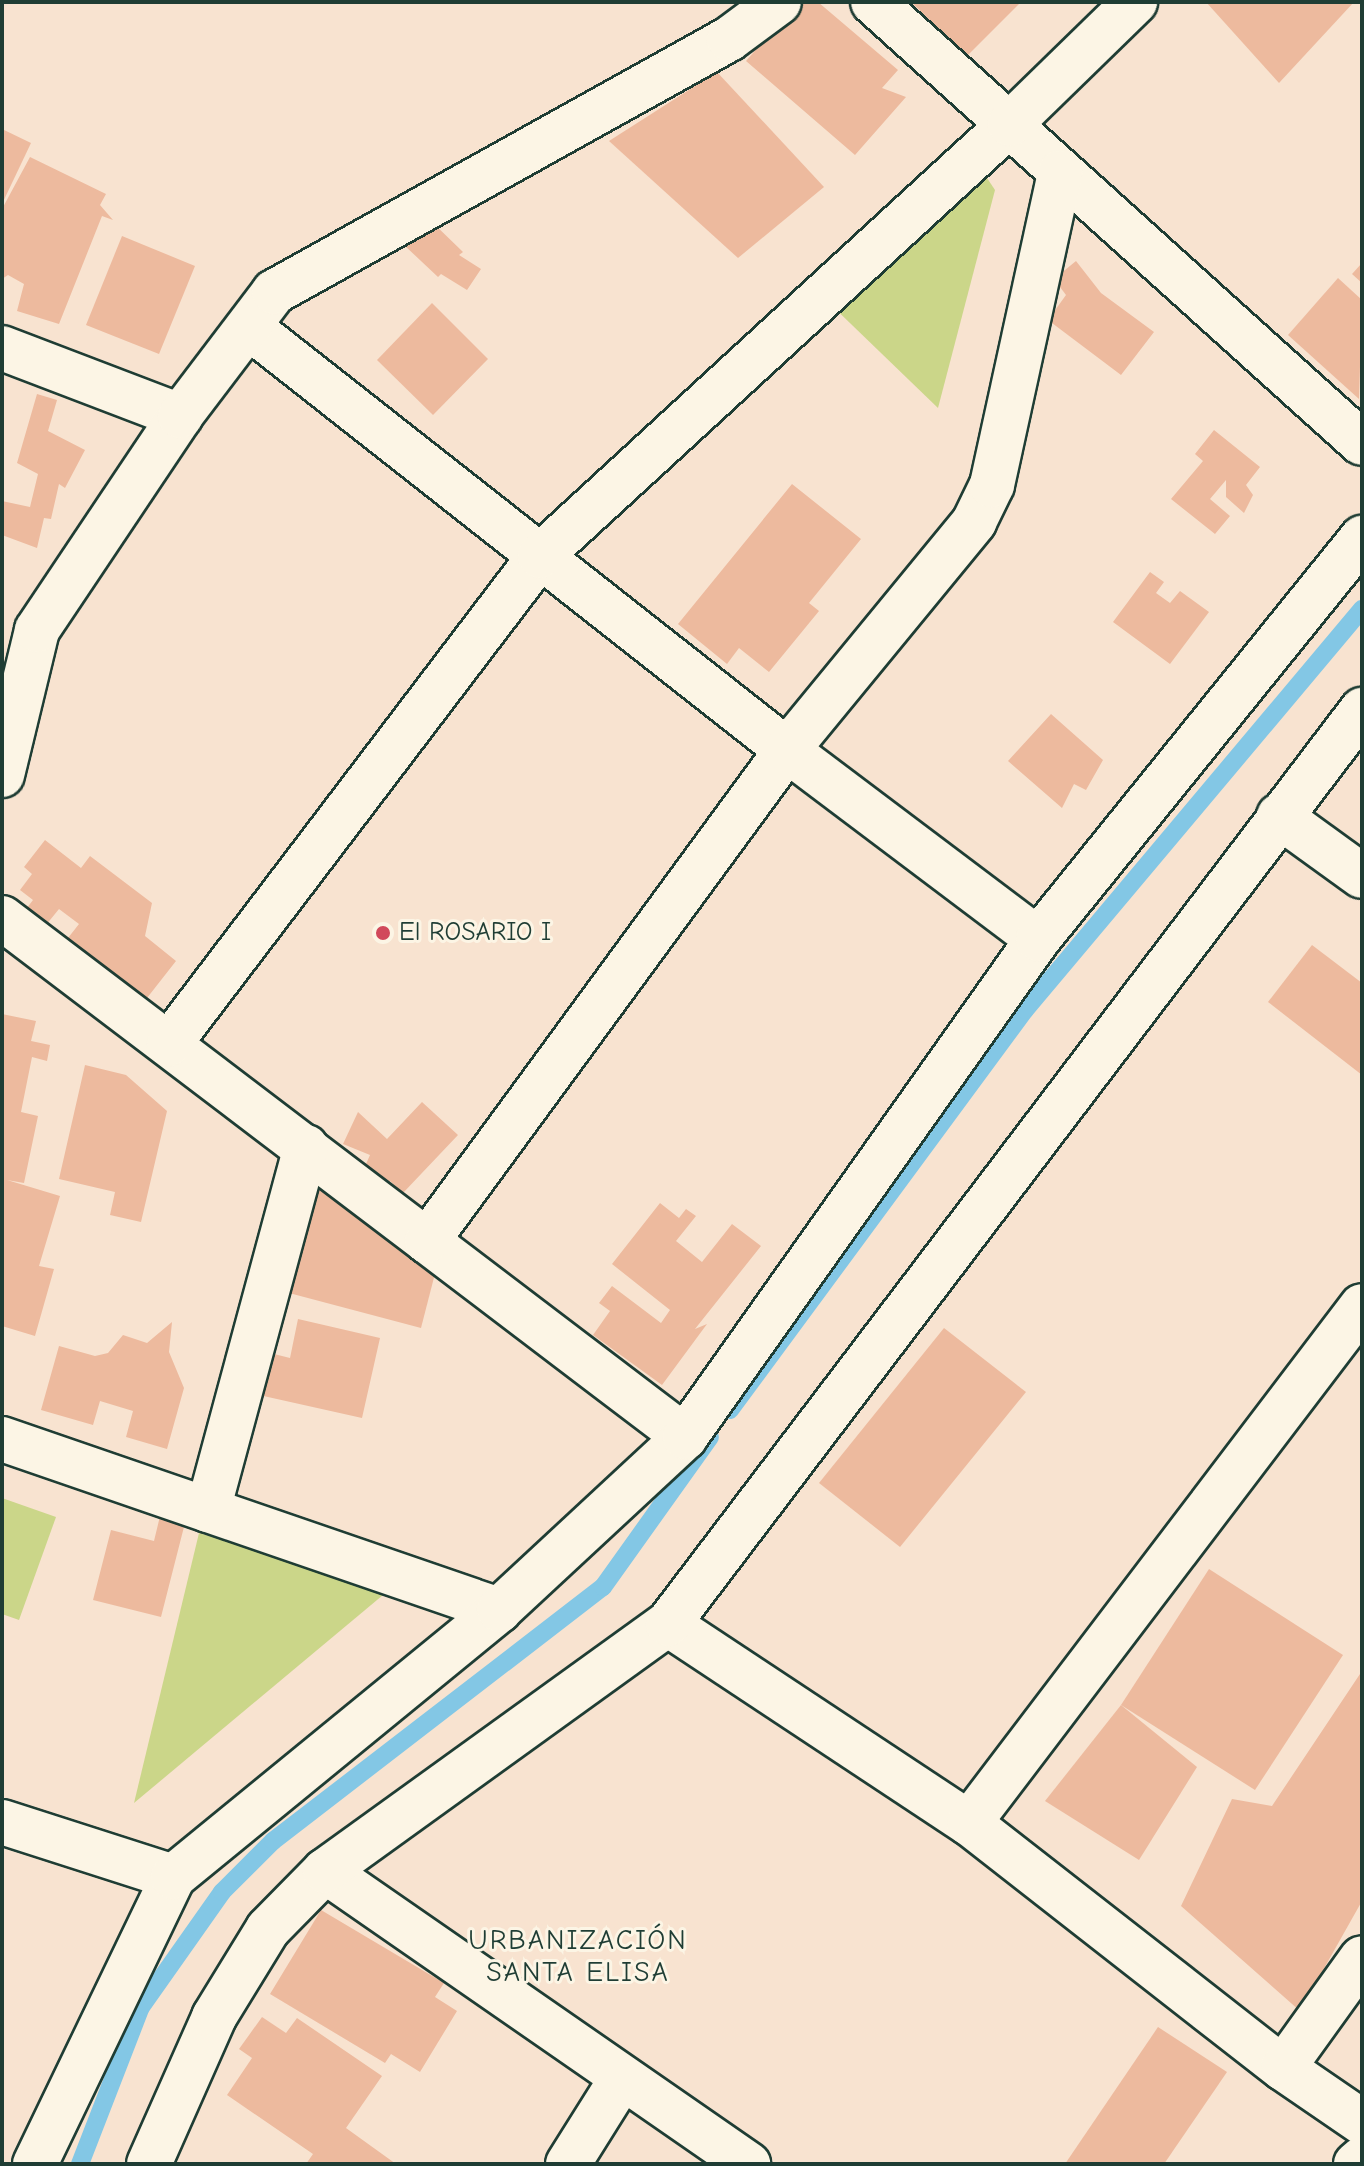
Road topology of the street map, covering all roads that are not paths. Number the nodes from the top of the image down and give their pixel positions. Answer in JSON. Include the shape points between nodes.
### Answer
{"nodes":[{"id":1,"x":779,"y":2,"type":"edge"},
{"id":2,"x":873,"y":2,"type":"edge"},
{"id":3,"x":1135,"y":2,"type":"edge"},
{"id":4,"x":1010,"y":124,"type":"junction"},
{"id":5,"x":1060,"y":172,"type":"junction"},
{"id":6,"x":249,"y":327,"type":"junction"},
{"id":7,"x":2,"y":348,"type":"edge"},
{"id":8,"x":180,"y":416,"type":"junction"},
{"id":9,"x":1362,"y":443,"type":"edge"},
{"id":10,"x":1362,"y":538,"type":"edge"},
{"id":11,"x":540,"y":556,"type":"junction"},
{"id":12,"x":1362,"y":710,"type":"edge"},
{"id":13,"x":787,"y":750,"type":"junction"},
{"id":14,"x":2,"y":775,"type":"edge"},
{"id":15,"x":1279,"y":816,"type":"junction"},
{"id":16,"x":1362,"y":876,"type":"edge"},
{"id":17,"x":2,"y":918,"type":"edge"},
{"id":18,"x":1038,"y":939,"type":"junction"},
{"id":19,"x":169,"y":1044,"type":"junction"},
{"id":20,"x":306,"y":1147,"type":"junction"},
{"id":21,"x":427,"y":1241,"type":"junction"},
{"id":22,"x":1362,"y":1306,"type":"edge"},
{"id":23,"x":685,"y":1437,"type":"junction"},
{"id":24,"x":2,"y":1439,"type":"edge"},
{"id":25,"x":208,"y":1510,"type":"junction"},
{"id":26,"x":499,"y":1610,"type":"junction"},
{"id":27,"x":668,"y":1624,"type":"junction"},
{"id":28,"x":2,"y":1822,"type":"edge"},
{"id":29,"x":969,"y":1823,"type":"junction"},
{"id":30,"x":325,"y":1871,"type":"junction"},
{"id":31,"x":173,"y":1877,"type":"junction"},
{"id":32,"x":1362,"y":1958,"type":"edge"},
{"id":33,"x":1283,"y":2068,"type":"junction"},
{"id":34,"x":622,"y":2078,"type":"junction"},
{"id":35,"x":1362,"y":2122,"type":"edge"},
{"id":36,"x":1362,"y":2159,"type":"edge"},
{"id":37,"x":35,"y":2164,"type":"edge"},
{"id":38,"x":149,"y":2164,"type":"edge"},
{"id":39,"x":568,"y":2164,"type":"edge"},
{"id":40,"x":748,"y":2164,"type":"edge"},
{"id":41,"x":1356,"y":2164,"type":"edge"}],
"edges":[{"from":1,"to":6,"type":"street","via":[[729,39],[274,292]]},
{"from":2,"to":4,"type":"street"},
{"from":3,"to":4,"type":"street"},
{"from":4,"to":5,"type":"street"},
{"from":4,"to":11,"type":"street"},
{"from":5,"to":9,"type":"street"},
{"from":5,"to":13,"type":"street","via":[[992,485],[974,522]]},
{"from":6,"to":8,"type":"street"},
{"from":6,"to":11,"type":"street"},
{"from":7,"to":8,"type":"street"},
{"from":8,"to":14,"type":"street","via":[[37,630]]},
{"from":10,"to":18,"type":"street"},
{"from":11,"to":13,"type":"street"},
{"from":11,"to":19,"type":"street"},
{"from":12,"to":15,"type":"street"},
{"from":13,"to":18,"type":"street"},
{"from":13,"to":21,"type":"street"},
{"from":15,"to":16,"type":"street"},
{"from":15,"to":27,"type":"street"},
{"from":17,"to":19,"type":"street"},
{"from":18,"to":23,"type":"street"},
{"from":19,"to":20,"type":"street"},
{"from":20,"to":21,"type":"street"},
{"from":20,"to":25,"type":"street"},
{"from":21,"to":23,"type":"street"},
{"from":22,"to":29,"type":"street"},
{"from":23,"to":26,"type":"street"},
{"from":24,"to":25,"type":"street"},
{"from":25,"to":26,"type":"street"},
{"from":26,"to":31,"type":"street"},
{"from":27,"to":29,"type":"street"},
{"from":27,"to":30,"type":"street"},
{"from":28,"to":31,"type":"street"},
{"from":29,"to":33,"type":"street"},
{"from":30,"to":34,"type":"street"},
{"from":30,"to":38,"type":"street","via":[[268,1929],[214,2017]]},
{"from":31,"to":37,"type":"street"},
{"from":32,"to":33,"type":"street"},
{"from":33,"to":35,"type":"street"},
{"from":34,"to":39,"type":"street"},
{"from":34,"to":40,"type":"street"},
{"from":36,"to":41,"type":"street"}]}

PROMPT:
Repeat every record above exactly. The pictures do not belong in the copy.

TASK RESULT:
Road topology of the street map, covering all roads that are not paths. Number the nodes from the top of the image down and give their pixel positions. Answer in JSON. Include the shape points between nodes.
### Answer
{"nodes":[{"id":1,"x":779,"y":2,"type":"edge"},
{"id":2,"x":873,"y":2,"type":"edge"},
{"id":3,"x":1135,"y":2,"type":"edge"},
{"id":4,"x":1010,"y":124,"type":"junction"},
{"id":5,"x":1060,"y":172,"type":"junction"},
{"id":6,"x":249,"y":327,"type":"junction"},
{"id":7,"x":2,"y":348,"type":"edge"},
{"id":8,"x":180,"y":416,"type":"junction"},
{"id":9,"x":1362,"y":443,"type":"edge"},
{"id":10,"x":1362,"y":538,"type":"edge"},
{"id":11,"x":540,"y":556,"type":"junction"},
{"id":12,"x":1362,"y":710,"type":"edge"},
{"id":13,"x":787,"y":750,"type":"junction"},
{"id":14,"x":2,"y":775,"type":"edge"},
{"id":15,"x":1279,"y":816,"type":"junction"},
{"id":16,"x":1362,"y":876,"type":"edge"},
{"id":17,"x":2,"y":918,"type":"edge"},
{"id":18,"x":1038,"y":939,"type":"junction"},
{"id":19,"x":169,"y":1044,"type":"junction"},
{"id":20,"x":306,"y":1147,"type":"junction"},
{"id":21,"x":427,"y":1241,"type":"junction"},
{"id":22,"x":1362,"y":1306,"type":"edge"},
{"id":23,"x":685,"y":1437,"type":"junction"},
{"id":24,"x":2,"y":1439,"type":"edge"},
{"id":25,"x":208,"y":1510,"type":"junction"},
{"id":26,"x":499,"y":1610,"type":"junction"},
{"id":27,"x":668,"y":1624,"type":"junction"},
{"id":28,"x":2,"y":1822,"type":"edge"},
{"id":29,"x":969,"y":1823,"type":"junction"},
{"id":30,"x":325,"y":1871,"type":"junction"},
{"id":31,"x":173,"y":1877,"type":"junction"},
{"id":32,"x":1362,"y":1958,"type":"edge"},
{"id":33,"x":1283,"y":2068,"type":"junction"},
{"id":34,"x":622,"y":2078,"type":"junction"},
{"id":35,"x":1362,"y":2122,"type":"edge"},
{"id":36,"x":1362,"y":2159,"type":"edge"},
{"id":37,"x":35,"y":2164,"type":"edge"},
{"id":38,"x":149,"y":2164,"type":"edge"},
{"id":39,"x":568,"y":2164,"type":"edge"},
{"id":40,"x":748,"y":2164,"type":"edge"},
{"id":41,"x":1356,"y":2164,"type":"edge"}],
"edges":[{"from":1,"to":6,"type":"street","via":[[729,39],[274,292]]},
{"from":2,"to":4,"type":"street"},
{"from":3,"to":4,"type":"street"},
{"from":4,"to":5,"type":"street"},
{"from":4,"to":11,"type":"street"},
{"from":5,"to":9,"type":"street"},
{"from":5,"to":13,"type":"street","via":[[992,485],[974,522]]},
{"from":6,"to":8,"type":"street"},
{"from":6,"to":11,"type":"street"},
{"from":7,"to":8,"type":"street"},
{"from":8,"to":14,"type":"street","via":[[37,630]]},
{"from":10,"to":18,"type":"street"},
{"from":11,"to":13,"type":"street"},
{"from":11,"to":19,"type":"street"},
{"from":12,"to":15,"type":"street"},
{"from":13,"to":18,"type":"street"},
{"from":13,"to":21,"type":"street"},
{"from":15,"to":16,"type":"street"},
{"from":15,"to":27,"type":"street"},
{"from":17,"to":19,"type":"street"},
{"from":18,"to":23,"type":"street"},
{"from":19,"to":20,"type":"street"},
{"from":20,"to":21,"type":"street"},
{"from":20,"to":25,"type":"street"},
{"from":21,"to":23,"type":"street"},
{"from":22,"to":29,"type":"street"},
{"from":23,"to":26,"type":"street"},
{"from":24,"to":25,"type":"street"},
{"from":25,"to":26,"type":"street"},
{"from":26,"to":31,"type":"street"},
{"from":27,"to":29,"type":"street"},
{"from":27,"to":30,"type":"street"},
{"from":28,"to":31,"type":"street"},
{"from":29,"to":33,"type":"street"},
{"from":30,"to":34,"type":"street"},
{"from":30,"to":38,"type":"street","via":[[268,1929],[214,2017]]},
{"from":31,"to":37,"type":"street"},
{"from":32,"to":33,"type":"street"},
{"from":33,"to":35,"type":"street"},
{"from":34,"to":39,"type":"street"},
{"from":34,"to":40,"type":"street"},
{"from":36,"to":41,"type":"street"}]}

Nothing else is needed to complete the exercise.